[Work order] Exactly the lines from the start of the data below through the line containing "index dip: (510, 251)" must be returned, and no others.

[Available data]

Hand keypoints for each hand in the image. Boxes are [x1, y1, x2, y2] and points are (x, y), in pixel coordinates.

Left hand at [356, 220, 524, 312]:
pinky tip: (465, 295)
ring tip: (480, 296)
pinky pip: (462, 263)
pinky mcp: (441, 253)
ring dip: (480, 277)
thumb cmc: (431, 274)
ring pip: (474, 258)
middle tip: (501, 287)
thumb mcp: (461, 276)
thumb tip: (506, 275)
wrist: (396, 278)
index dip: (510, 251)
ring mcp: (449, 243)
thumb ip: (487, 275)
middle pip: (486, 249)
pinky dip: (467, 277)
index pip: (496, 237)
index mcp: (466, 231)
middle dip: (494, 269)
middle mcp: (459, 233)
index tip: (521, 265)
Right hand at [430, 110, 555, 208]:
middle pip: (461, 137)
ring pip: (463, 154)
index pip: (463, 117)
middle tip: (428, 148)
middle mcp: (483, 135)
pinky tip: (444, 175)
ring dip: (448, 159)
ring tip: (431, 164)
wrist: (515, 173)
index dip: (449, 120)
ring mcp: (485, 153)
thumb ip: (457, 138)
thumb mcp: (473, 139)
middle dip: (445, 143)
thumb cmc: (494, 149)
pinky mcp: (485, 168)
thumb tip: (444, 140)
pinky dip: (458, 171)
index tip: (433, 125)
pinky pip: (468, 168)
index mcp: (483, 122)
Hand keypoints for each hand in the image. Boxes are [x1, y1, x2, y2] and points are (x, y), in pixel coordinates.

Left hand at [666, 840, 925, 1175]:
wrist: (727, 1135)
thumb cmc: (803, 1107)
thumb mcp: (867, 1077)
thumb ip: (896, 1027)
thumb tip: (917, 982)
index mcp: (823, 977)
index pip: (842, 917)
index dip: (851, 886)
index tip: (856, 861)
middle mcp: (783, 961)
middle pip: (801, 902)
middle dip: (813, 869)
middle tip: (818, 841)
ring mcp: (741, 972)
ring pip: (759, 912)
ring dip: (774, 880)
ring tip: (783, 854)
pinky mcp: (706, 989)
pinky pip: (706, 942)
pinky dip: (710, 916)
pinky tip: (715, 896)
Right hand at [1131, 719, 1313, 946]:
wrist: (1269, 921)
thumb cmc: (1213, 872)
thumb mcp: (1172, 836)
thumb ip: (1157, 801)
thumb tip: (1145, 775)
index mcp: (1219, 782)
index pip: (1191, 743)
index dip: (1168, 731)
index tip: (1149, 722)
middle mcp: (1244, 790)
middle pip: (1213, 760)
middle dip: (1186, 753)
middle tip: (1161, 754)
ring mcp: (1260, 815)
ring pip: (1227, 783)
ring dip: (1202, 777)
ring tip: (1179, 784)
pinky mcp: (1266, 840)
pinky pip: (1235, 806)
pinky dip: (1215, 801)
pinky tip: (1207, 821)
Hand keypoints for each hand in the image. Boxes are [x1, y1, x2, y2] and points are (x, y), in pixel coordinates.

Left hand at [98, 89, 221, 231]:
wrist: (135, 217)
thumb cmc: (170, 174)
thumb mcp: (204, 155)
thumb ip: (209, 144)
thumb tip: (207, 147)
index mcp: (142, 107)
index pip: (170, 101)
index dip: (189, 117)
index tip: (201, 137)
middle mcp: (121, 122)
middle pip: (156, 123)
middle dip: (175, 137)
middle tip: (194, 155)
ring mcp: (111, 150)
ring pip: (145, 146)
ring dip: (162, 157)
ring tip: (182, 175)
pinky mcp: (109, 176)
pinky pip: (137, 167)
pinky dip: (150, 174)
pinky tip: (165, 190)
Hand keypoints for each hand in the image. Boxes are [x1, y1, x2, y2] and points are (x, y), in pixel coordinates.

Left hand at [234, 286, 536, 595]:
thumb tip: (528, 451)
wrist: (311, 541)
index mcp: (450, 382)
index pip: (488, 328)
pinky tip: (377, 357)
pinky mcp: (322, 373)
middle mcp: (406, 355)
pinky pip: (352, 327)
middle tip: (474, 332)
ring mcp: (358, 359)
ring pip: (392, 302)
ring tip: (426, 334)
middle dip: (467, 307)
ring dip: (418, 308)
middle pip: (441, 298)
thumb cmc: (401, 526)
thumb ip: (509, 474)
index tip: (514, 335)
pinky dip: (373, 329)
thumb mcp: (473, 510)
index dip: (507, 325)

[Response to this task]
Hand keypoints for each hand in the image. Boxes are [x1, y1, x2, y2] and points are (x, y), in pixel coordinates.

Left hand at [356, 220, 524, 312]:
pinky tip: (465, 295)
ring tip: (480, 296)
pinky pip: (462, 263)
pinky mcp: (441, 253)
ring dip: (480, 277)
thumb cmc: (431, 274)
ring pip: (474, 258)
middle tip: (501, 287)
thumb mcp: (461, 276)
thumb tip: (506, 275)
wrist: (396, 278)
index dip: (510, 251)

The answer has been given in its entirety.